E confides in Casper that the brown violin spider bit him, leaving him with a huge blister, possibly indicating necrosis. To not alarm the others, he covers it with duct tape. Arriving to a pool, they realize the next tunnel is filled with rain water. Pili gets through it piggybacking on E.

Arriving at "ground zero", Pili and Casper go in search of the treasure while E talks with Hana. He tries to convince her to send in her application to Juilliard, but she fears it might change her too much. Pili and Casper examine the complex pulley and rope system they had remembered from the journal. Realizing one of the counterweights is down, they deduce they can access the treasure room by putting all of their weight on the severed rope.

Once in, as they all are collecting large amounts of gold and jewels, Hana spots a religious statuette indicating they are in a type of tomb. Realizing the treasure is an offering, she insists they can't take anything without waking the Night Marchers. When E refuses to believe it, they awaken.

All four drop their treasure and head for the pools below using the banyan roots. Everyone makes it, although E has to be resuscitated. As they move away from the mountain Leilani catches up with them. The Night Marchers approach them as they seek shelter in a shed. Pili makes an offering with a few treasures she'd kept. They are bowing down and averting their eyes when their father Kua steps out. He had died 11 years ago while enlisted. Leilani, Pili, and E have a brief moment before Kua and the other Night Marchers disappear into the ocean.

Leilani calls a family meeting and proposes they decide as a group if they all stay in Hawaiʻi or go back to Brooklyn, they decide to stay and start to live a better life.

==Cast==

- Kea Peahu as Pili, a tomboyish and adventurous girl who is loane's younger sister
- Alex Aiono as Ioane "E", Pili's older brother
- Lindsay Watson as Hana, a local girl who E has feelings for
- Owen Vaccaro as Casper, a nerdy but big-hearted boy who is friends with Hana
- Kelly Hu as Leilani
- Branscombe Richmond as Kimo
- Ke Huy Quan as Kioki
- Brad Kalilimoku as Kua Kawena
- Chris Parnell as Brown
- Marc Evan Jackson as Robinson
- Ricky Garcia as Monks
- Ryan Higa as Ryan
- Mapuana Makia as Nurse Tina
- X Mayo as Melody
- Kyndra Sanchez as Yoli Greenburg

==Production==
In September 2019, it was announced Netflix had picked up the rights to Jude Weng's feature film debut. Christina Strain would write, with the film being "a Goonies-esque adventure movie starring mostly Datas". Ian Bryce of Ian Bryce Productions would produce the film with Irene Yeung and JJ Hook executive producing and Katie Malott associate producing. Kea Peahu and Alex Aiono would star as the two main siblings with Marc Evan Jackson, Lindsay Watson, Owen Vaccaro, Kelly Hu, Ricky Garcia, Ryan Higa, Mapuana Makia, Brad Kalilimoku, X Mayo, and Kyndra Sanchez in the ensemble cast, as well as original The Goonies star Ke Huy Quan in his first role in 19 years.

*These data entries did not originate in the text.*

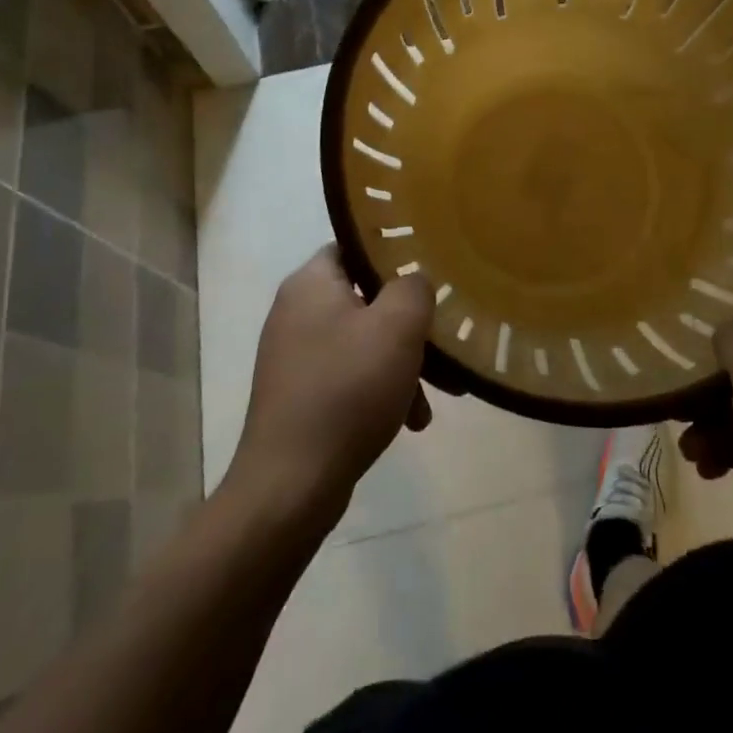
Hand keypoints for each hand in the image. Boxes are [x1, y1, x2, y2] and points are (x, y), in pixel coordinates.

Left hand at [228, 248, 433, 528]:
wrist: (290, 486)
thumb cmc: (347, 390)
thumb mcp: (397, 326)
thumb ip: (414, 287)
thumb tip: (414, 282)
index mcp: (310, 283)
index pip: (356, 246)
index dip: (395, 255)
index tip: (430, 273)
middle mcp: (296, 311)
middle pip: (367, 298)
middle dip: (409, 324)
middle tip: (442, 345)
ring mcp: (295, 356)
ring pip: (364, 342)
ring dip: (402, 363)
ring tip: (435, 398)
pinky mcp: (299, 395)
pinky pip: (350, 376)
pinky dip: (381, 390)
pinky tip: (409, 422)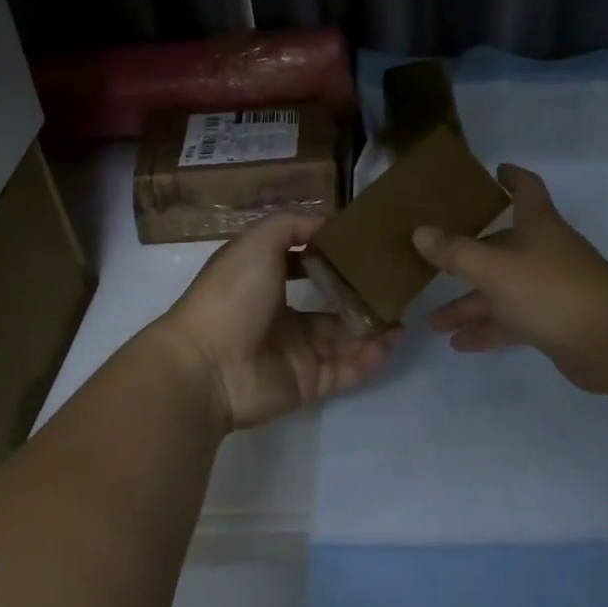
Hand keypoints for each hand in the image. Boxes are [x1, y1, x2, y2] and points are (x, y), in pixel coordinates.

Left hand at [158, 214, 401, 432]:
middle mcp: (281, 316)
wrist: (206, 366)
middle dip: (361, 298)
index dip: (333, 257)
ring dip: (372, 330)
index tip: (366, 248)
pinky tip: (389, 344)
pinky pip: (344, 370)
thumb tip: (326, 224)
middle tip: (393, 290)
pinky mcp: (307, 382)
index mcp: (266, 282)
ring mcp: (296, 352)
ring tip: (401, 321)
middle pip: (331, 306)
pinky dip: (367, 359)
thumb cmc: (231, 297)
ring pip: (343, 339)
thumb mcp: (256, 243)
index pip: (305, 266)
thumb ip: (291, 226)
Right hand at [413, 164, 607, 371]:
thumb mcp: (494, 269)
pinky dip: (489, 329)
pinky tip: (460, 344)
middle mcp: (545, 252)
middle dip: (467, 260)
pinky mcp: (554, 322)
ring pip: (503, 290)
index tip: (495, 171)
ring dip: (471, 305)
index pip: (526, 189)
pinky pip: (513, 321)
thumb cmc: (550, 290)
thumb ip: (455, 253)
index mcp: (538, 226)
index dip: (511, 177)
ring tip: (434, 323)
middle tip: (434, 265)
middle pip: (502, 247)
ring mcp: (551, 288)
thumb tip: (420, 232)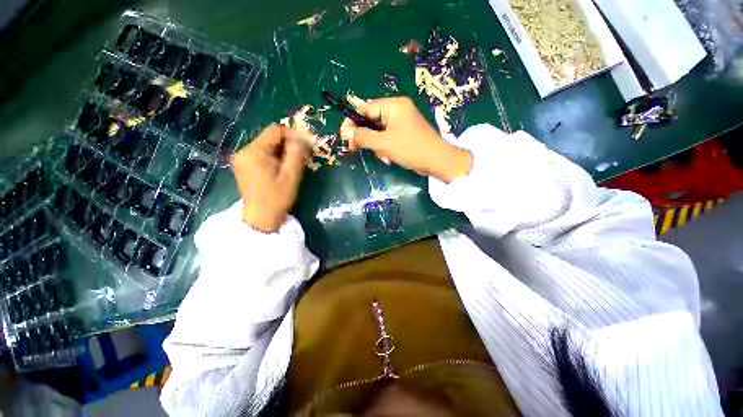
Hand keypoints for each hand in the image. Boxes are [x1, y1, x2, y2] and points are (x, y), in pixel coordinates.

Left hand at [232, 125, 308, 232]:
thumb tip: (301, 136)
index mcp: (254, 152)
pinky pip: (261, 154)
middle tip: (301, 157)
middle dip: (287, 145)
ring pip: (267, 146)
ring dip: (282, 152)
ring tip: (292, 165)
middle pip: (270, 138)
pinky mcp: (244, 166)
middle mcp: (244, 151)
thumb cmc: (277, 197)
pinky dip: (274, 158)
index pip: (275, 131)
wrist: (261, 217)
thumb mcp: (291, 175)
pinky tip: (281, 169)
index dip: (292, 135)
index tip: (305, 146)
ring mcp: (242, 159)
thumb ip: (296, 153)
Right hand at [340, 96, 472, 182]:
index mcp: (393, 105)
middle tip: (354, 149)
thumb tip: (347, 132)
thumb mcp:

Finding ʻOhana was shot in Brooklyn, Hawaii, Korea, and in the Dominican Republic.

==Reception==
On review aggregator Rotten Tomatoes, the film holds an approval rating of 81% based on 21 critic reviews, with an average rating of 7/10. According to Metacritic, which sampled seven critics and calculated a weighted average score of 69 out of 100, the film received "generally favorable" reviews.